Amerika hari Selasa (29/5) mengatakan kebebasan beragama di seluruh dunia kini “terancam.”
“Kondisi kebebasan beragama sangat mengerikan,” ujar Sam Brownback, Duta Besar Luar Biasa untuk Isu Kebebasan Beragama Internasional, ketika ia dan Menteri Luar Negeri Mike Pompeo merilis laporan tahunan badan itu, yang menyimpulkan bahwa banyak negara di seluruh dunia mengambil tindakan keras terhadap penganut agama dan menjatuhkan hukuman berat karena keyakinan mereka.
Bahkan menjelang pertemuan puncak antara Presiden Donald Trump dan pemimpin Korea Utara Kim Jong Un 12 Juni mendatang tentang program nuklir negara itu, Departemen Luar Negeri Amerika tetap mengkritisi negara komunis tertutup itu karena melakukan pelanggaran terhadap penganut agama.
“Pemerintah Korea Utara terus menerus menindak keras mereka yang terlibat dalam hampir semua praktik agama apapun lewat eksekusi, penyiksaan, pemukulan dan penangkapan,” demikian pernyataan laporan itu.
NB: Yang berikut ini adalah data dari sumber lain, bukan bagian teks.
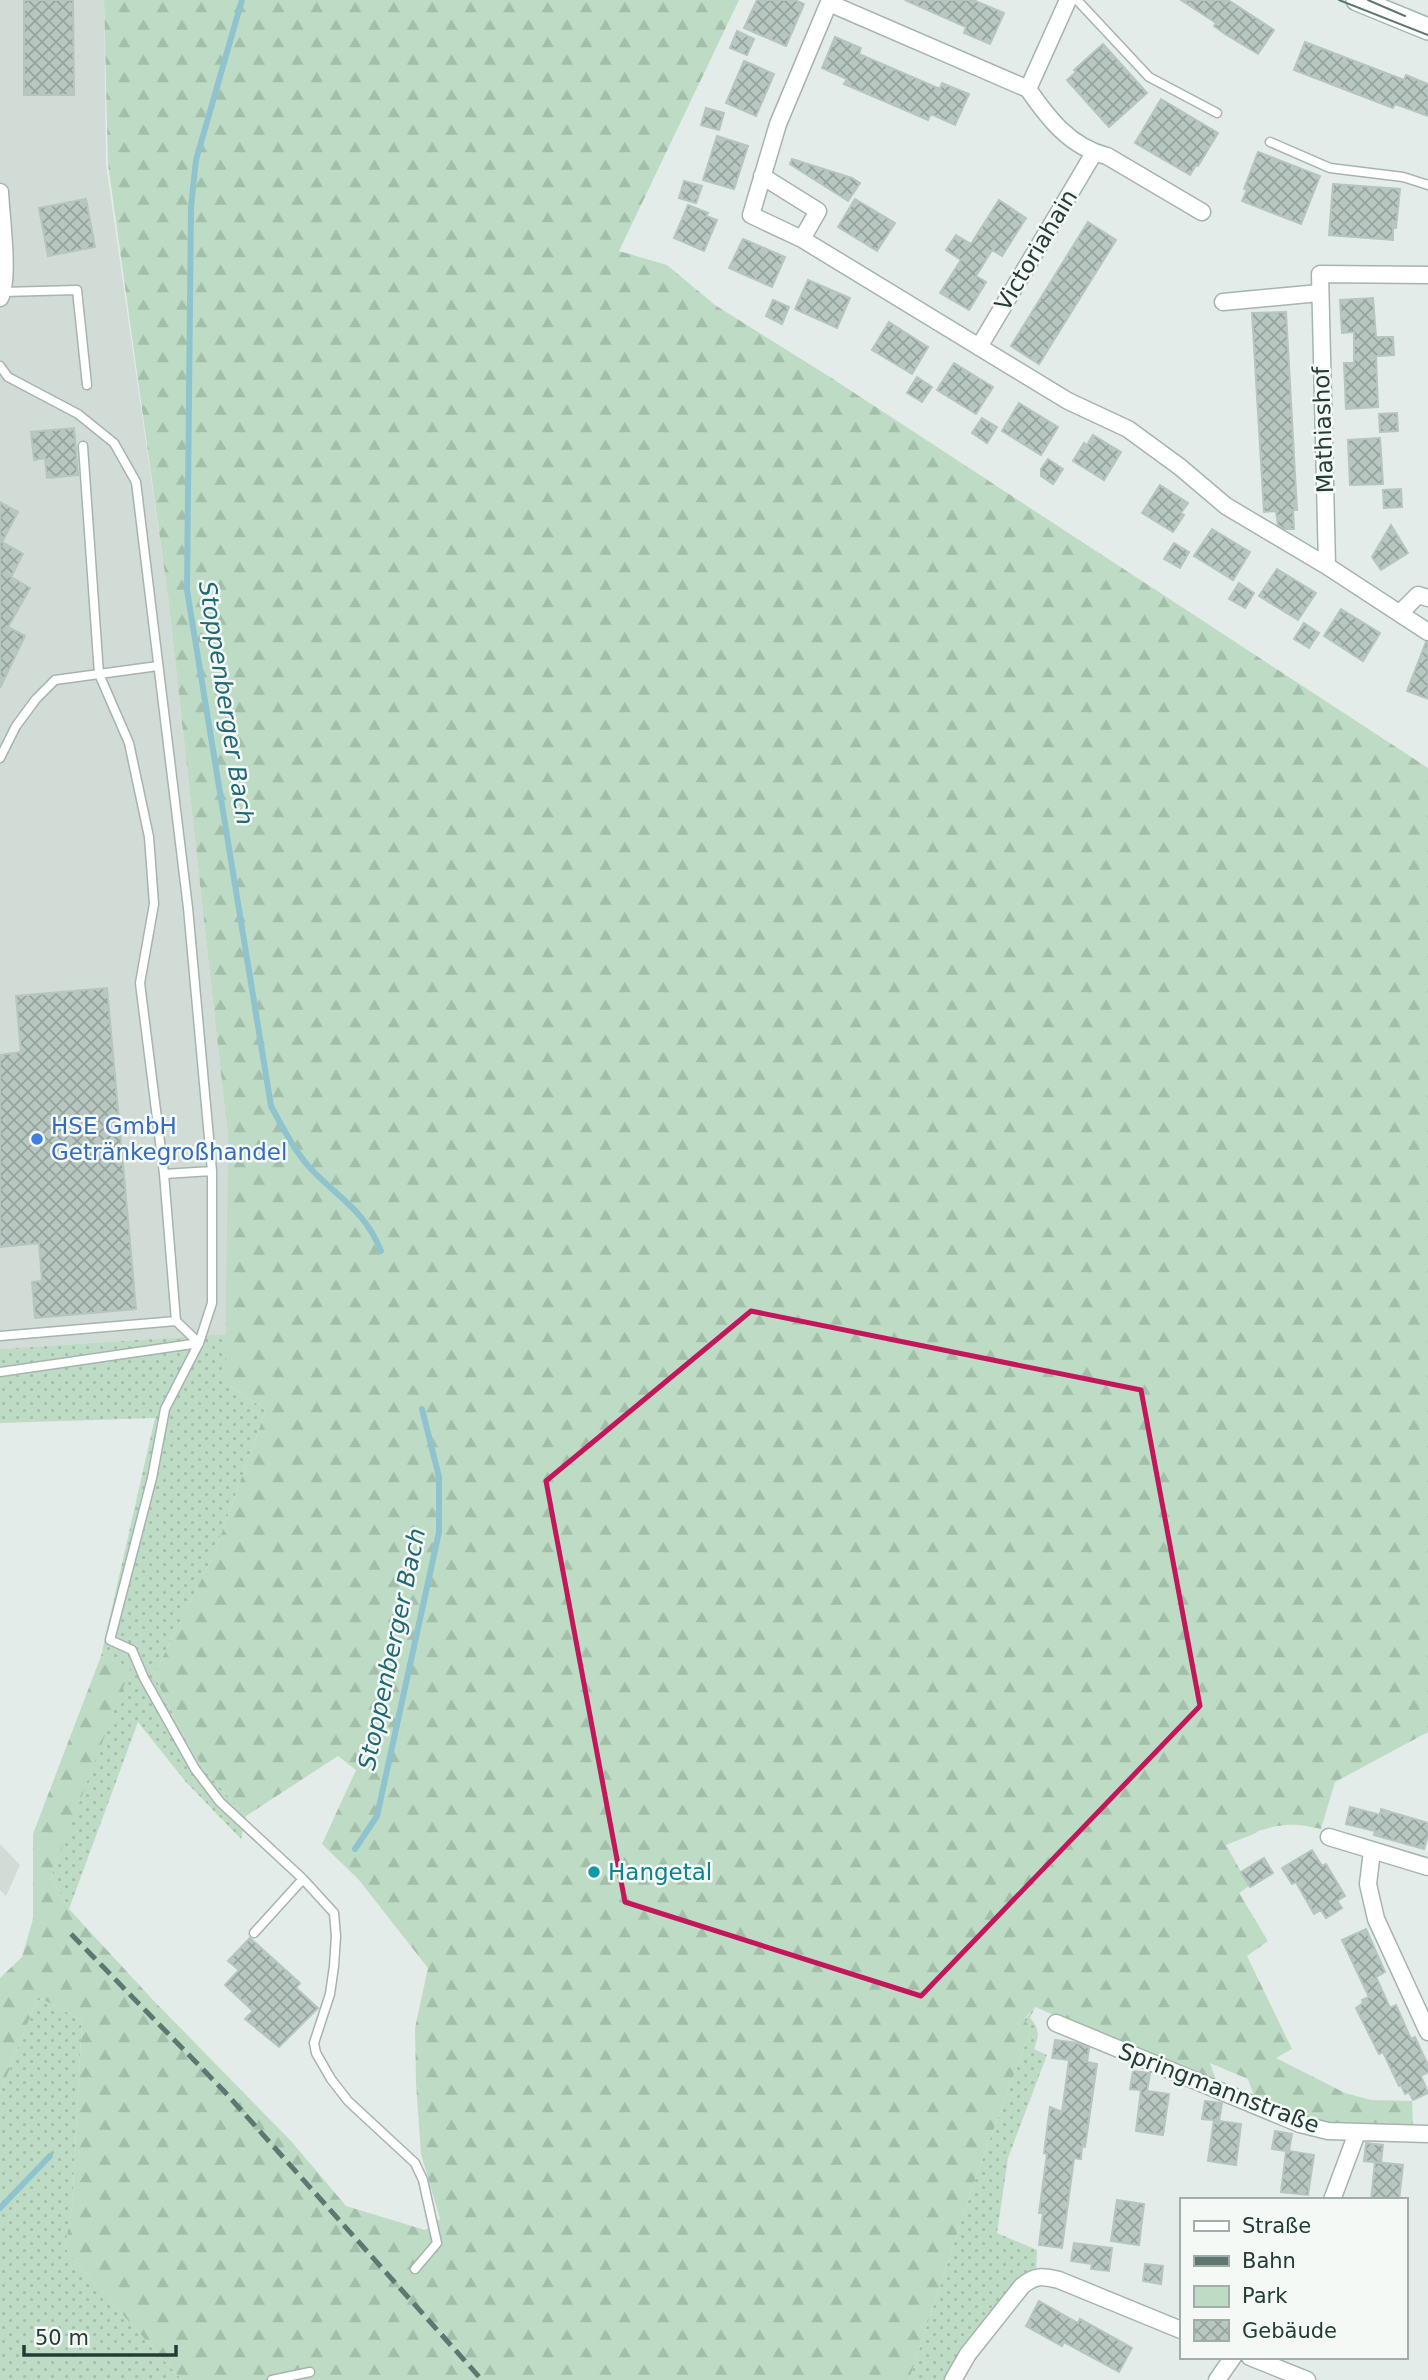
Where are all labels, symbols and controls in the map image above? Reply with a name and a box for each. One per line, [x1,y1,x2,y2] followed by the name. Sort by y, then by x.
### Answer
[990,185,1082,315] street label: Victoriahain
[1308,365,1338,494] street label: Mathiashof
[193,579,259,827] water label: Stoppenberger Bach
[51,1113,287,1165] place label: HSE GmbH Getränkegroßhandel
[29,1131,45,1147] marker: HSE GmbH Getränkegroßhandel
[353,1525,431,1773] water label: Stoppenberger Bach
[608,1859,712,1885] place label: Hangetal
[586,1864,602,1880] marker: Hangetal
[1115,2038,1323,2138] street label: Springmannstraße
[1180,2198,1407,2359] legend
[1242,2214,1311,2238] text: Straße
[1242,2249,1296,2273] text: Bahn
[1242,2284,1288,2308] text: Park
[24,2314,177,2358] scale bar
[1242,2319,1337,2343] text: Gebäude
[35,2326,89,2350] text: 50 m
“Diperkirakan ada 80.000 sampai 120.000 tahanan politik, sebagian ditahan karena alasan agama, dan diyakini ditahan di kamp-kamp penjara politik di daerah terpencil di bawah kondisi yang mengerikan.”
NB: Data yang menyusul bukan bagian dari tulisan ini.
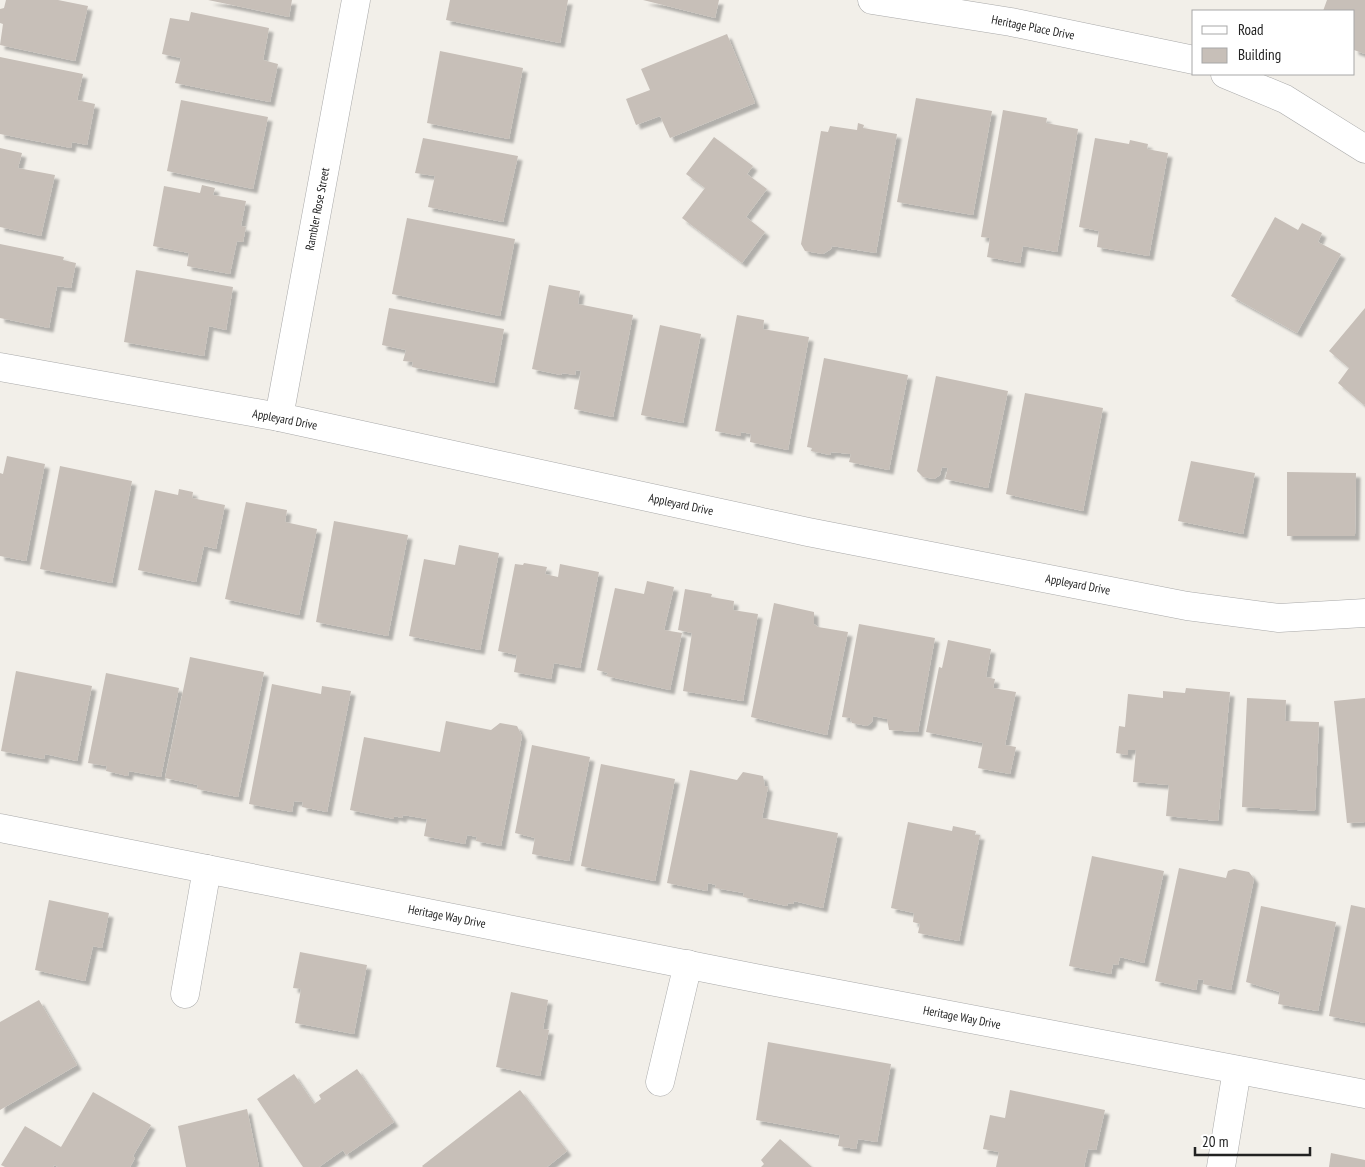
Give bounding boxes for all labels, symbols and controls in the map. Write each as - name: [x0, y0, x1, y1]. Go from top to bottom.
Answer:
- legend: [1192, 10, 1355, 75]
- street label: Heritage Place Drive: [990, 12, 1076, 42]
- text: Road: [1238, 20, 1264, 39]
- text: Building: [1238, 45, 1281, 64]
- street label: Rambler Rose Street: [302, 166, 333, 252]
- street label: Appleyard Drive: [251, 405, 319, 433]
- street label: Appleyard Drive: [647, 490, 715, 518]
- street label: Appleyard Drive: [1044, 570, 1112, 598]
- street label: Heritage Way Drive: [407, 901, 487, 931]
- street label: Heritage Way Drive: [922, 1002, 1002, 1032]
- scale bar: [1195, 1124, 1310, 1156]
- text: 20 m: [1202, 1132, 1228, 1151]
Brownback juga mengatakan, “Apa yang kita tahu adalah adanya sistem "gulag" yang beroperasi di Korea Utara, dan ini merupakan situasi yang mengerikan selama bertahun-tahun. Anda dapat menggunakan satelit dan melihat sejumlah kamp ini dan situasi mereka. Ada orang-orang yang telah keluar dan menulis tentang situasi di Korea Utara. Kami tahu situasinya sangat sulit dan menimbulkan keputus-asaan, dan khususnya bagi orang beriman, dan itulah mengapa kami tetap memberi perhatian khusus pada Korea Utara.”
Laporan itu juga mengutuk pelecehan terhadap penganut agama di China, Iran, Rusia, dan negara-negara lain.
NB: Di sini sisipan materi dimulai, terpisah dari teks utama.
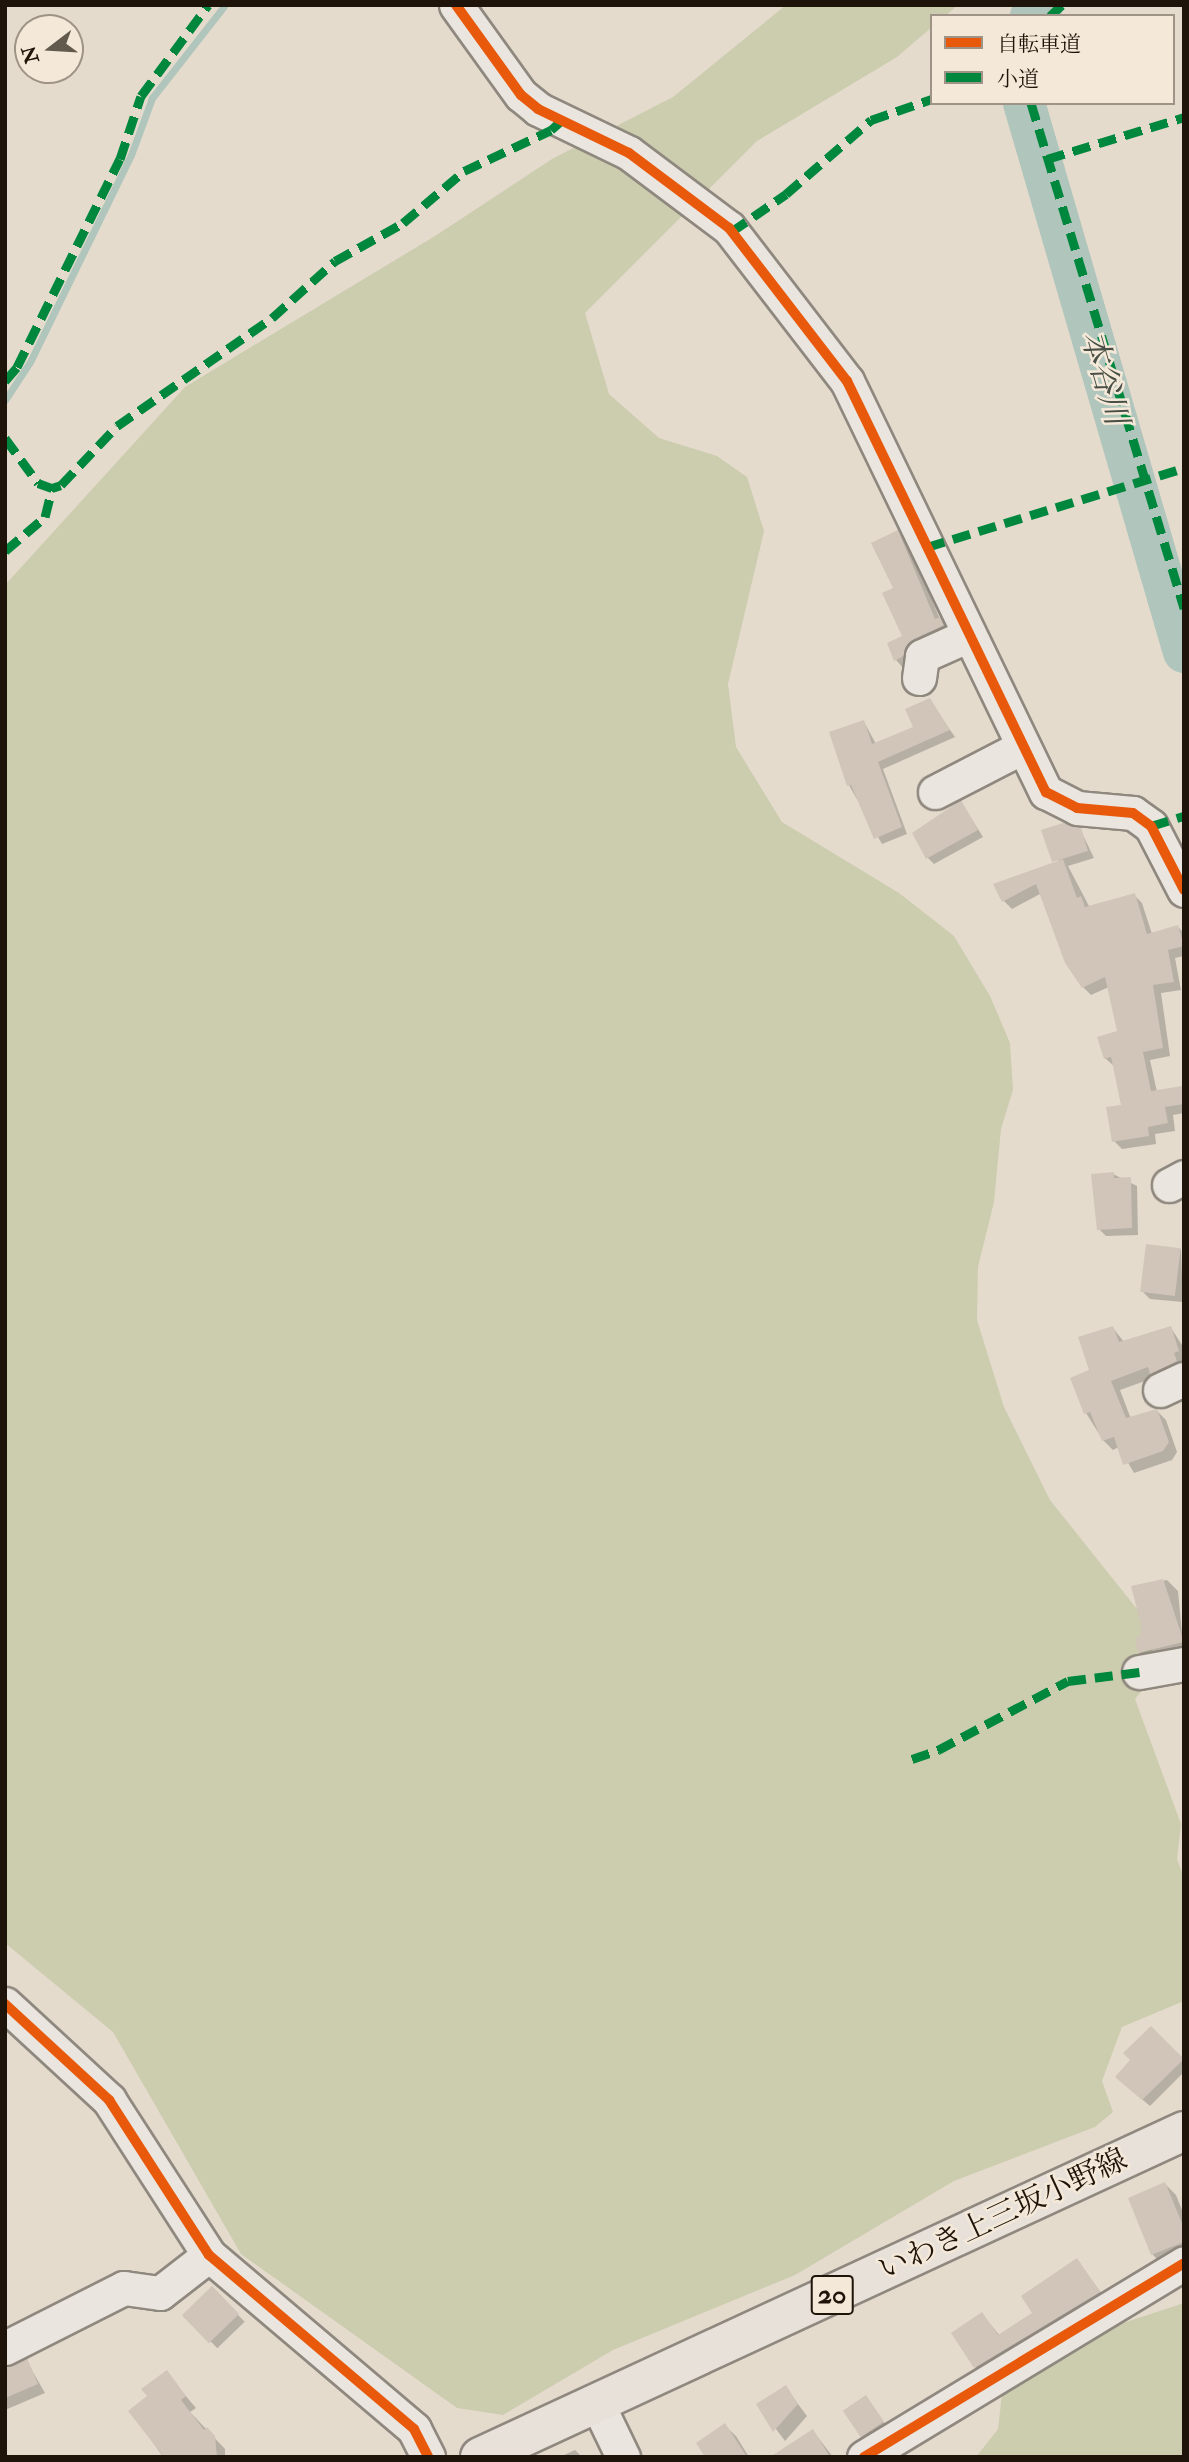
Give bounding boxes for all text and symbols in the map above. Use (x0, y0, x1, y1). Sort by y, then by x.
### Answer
north arrow (14, 14, 84, 84)
legend (930, 14, 1175, 105)
text: 自転車道 (997, 31, 1081, 58)
text: N (17, 43, 45, 66)
text: 小道 (997, 66, 1039, 93)
water label: 本谷川 (1072, 327, 1136, 429)
street label: いわき上三坂小野線 (873, 2142, 1133, 2288)
road number: 20 (809, 2270, 855, 2320)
Ketika merilis laporan itu, Pompeo mengatakan, “Memajukan kebebasan beragama akan memajukan kepentingan Amerika. Di mana ada serangan terhadap kebebasan fundamental agama, kebebasan menyatakan pendapat, kebebasan pers dan kebebasan berkumpul secara damai; akan ditemukan konflik, ketidakstabilan dan terorisme. Di sisi lain, pemerintah dan masyarakat yang menjunjung tinggi kebebasan ini, berada dalam kondisi yang lebih aman, stabil dan damai. Jadi demi semua alasan itu, melindungi dan memajukan respek global pada kebebasan beragama merupakan prioritas bagi pemerintahan Trump.”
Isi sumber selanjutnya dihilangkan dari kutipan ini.